Parlez-nous de centdegrés aujourd’hui 
E.P. Vous l’avez compris, l’internationalisation est quelque chose de très important pour nous. D’ailleurs, nous avons monté un bureau en Inde, à Delhi, il y a deux ans, dirigé par Gaëlle Doré (ndlr : qui est également responsable du bureau de Dubaï), et qui comprend cinq personnes. J’en profite pour dire que Gaëlle est désormais associée de centdegrés, tout comme Matthieu (ndlr : Matthieu Rochette Schneider, responsable de la Chine) et Valéry Christophe, notre directeur financier groupe. Au-delà de l’international, les gros changements viennent des activités que nous avons intégrées, comme Monkey Turnkey qui propose un full service allant de la conception à la fabrication dans le domaine de la cosmétique, à destination de l’Europe et du Middle East. Là, on travaille pour des gens qui ne sont pas nécessairement du métier et qui veulent pénétrer le marché. La structure Monkey Turnkey est pilotée par Sébastien Dauchez, qui en est également associé, et où centdegrés est actionnaire majoritaire. On a aussi investi dans une structure de communication digitale qu’on a aidé à se monter : Firstgen (communication digitale). On a également monté une équipe de production de films et photos. Tout cet ensemble nous permet de communiquer sur le concept de la brand factory, soit un ensemble qui rassemble tous les métiers de la marque. On sait construire une marque ex nihilo ou bien booster une marque en démarrant par le think, c’est-à-dire l’amont stratégique, en passant par la création puis en concrétisant via le manufacturing. À cela, on ajoute le digital qui permet aux activités nouvelles de se développer facilement et rapidement. Dernière activité en date, Keyi, dont le principe est de mettre à disposition de nos clients le savoir-faire occidental pour mieux optimiser leurs marques en Chine. 

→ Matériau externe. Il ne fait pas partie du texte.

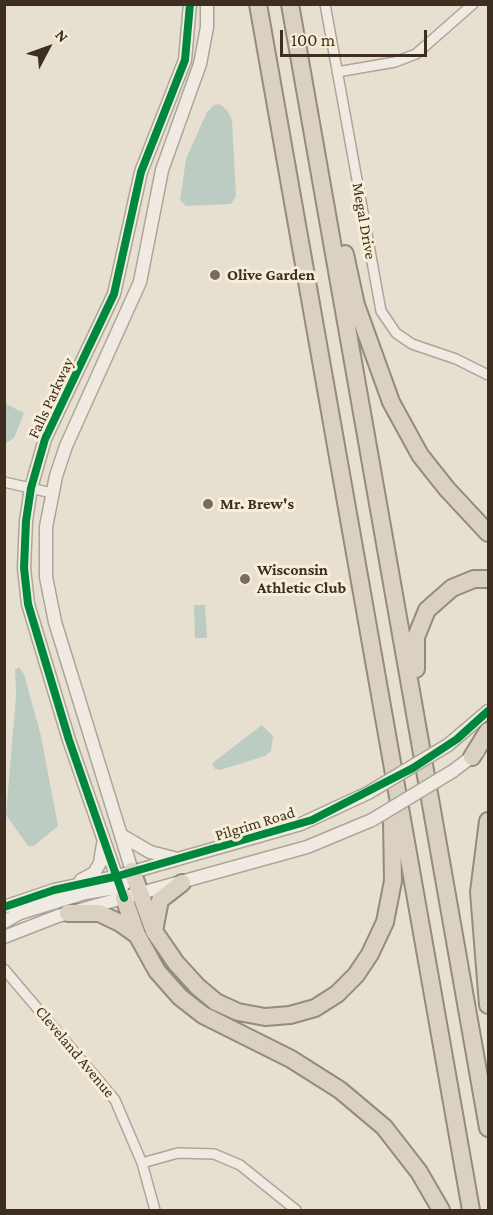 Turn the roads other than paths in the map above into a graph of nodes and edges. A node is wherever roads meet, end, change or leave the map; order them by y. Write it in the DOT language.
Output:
graph roads {
  1 [pos="190,4"];
  2 [pos="207,4"];
  3 [pos="258,4"];
  4 [pos="291,4"];
  5 [pos="325,4"];
  6 [pos="473,4"];
  7 [pos="337,72"];
  8 [pos="489,375"];
  9 [pos="336,450"];
  10 [pos="4,483"];
  11 [pos="31,488"];
  12 [pos="52,493"];
  13 [pos="489,533"];
  14 [pos="489,579"];
  15 [pos="489,711"];
  16 [pos="489,730"];
  17 [pos="489,744"];
  18 [pos="472,757"];
  19 [pos="489,821"];
  20 [pos="121,835"];
  21 [pos="104,840"];
  22 [pos="179,859"];
  23 [pos="182,883"];
  24 [pos="70,886"];
  25 [pos="127,886"];
  26 [pos="4,907"];
  27 [pos="68,913"];
  28 [pos="4,922"];
  29 [pos="154,931"];
  30 [pos="137,935"];
  31 [pos="4,937"];
  32 [pos="4,969"];
  33 [pos="460,969"];
  34 [pos="489,1005"];
  35 [pos="489,1128"];
  36 [pos="142,1163"];
  37 [pos="155,1210"];
  38 [pos="296,1210"];
  39 [pos="441,1210"];
  40 [pos="471,1210"];
  1 -- 11 [label="street, Falls Parkway"];
  2 -- 12 [label="street, Falls Parkway"];
  3 -- 9 [label="highway"];
  4 -- 13 [label="highway"];
  4 -- 33 [label="highway"];
  5 -- 7 [label="street, Megal Drive"];
  6 -- 7 [label="street"];
  7 -- 8 [label="street, Megal Drive"];
  9 -- 29 [label="highway"];
  9 -- 40 [label="highway"];
  10 -- 11 [label="street"];
  11 -- 12 [label="street"];
  11 -- 21 [label="street, Falls Parkway"];
  12 -- 20 [label="street, Falls Parkway"];
  14 -- 33 [label="highway"];
  15 -- 22 [label="street, Pilgrim Road, bridge"];
  16 -- 18 [label="highway"];
  17 -- 18 [label="street, Pilgrim Road"];
  18 -- 23 [label="street, Pilgrim Road, bridge"];
  19 -- 34 [label="highway"];
  20 -- 22 [label="street"];
  20 -- 25 [label="street, Falls Parkway"];
  21 -- 24 [label="street"];
  21 -- 25 [label="street, Falls Parkway"];
  22 -- 25 [label="street, Pilgrim Road"];
  23 -- 25 [label="street, Pilgrim Road"];
  23 -- 29 [label="highway"];
  24 -- 25 [label="street, Pilgrim Road"];
  24 -- 26 [label="street, Pilgrim Road"];
  25 -- 27 [label="street, Pilgrim Road"];
  25 -- 28 [label="street"];
  25 -- 29 [label="highway"];
  25 -- 30 [label="highway"];
  27 -- 30 [label="highway"];
  27 -- 31 [label="street, Pilgrim Road"];
  30 -- 39 [label="highway"];
  32 -- 36 [label="street, Cleveland Avenue"];
  33 -- 35 [label="highway"];
  36 -- 37 [label="street, Cleveland Avenue"];
  36 -- 38 [label="street"];
}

Un message pour terminer ?
E.P. J’en parlais au début de l’interview : avec David on a eu une carrière apparemment linéaire, mais on a en fait beaucoup bougé, sachant que le monitoring de l’ennui créatif constitue un driver fort. C’est un peu un message à l’intention des entrepreneurs : écouter le marché c’est bien, mais s’écouter, comprendre ses envies, connaître ses lassitudes est très important, car cela pousse à aller de l’avant, à faire autre chose.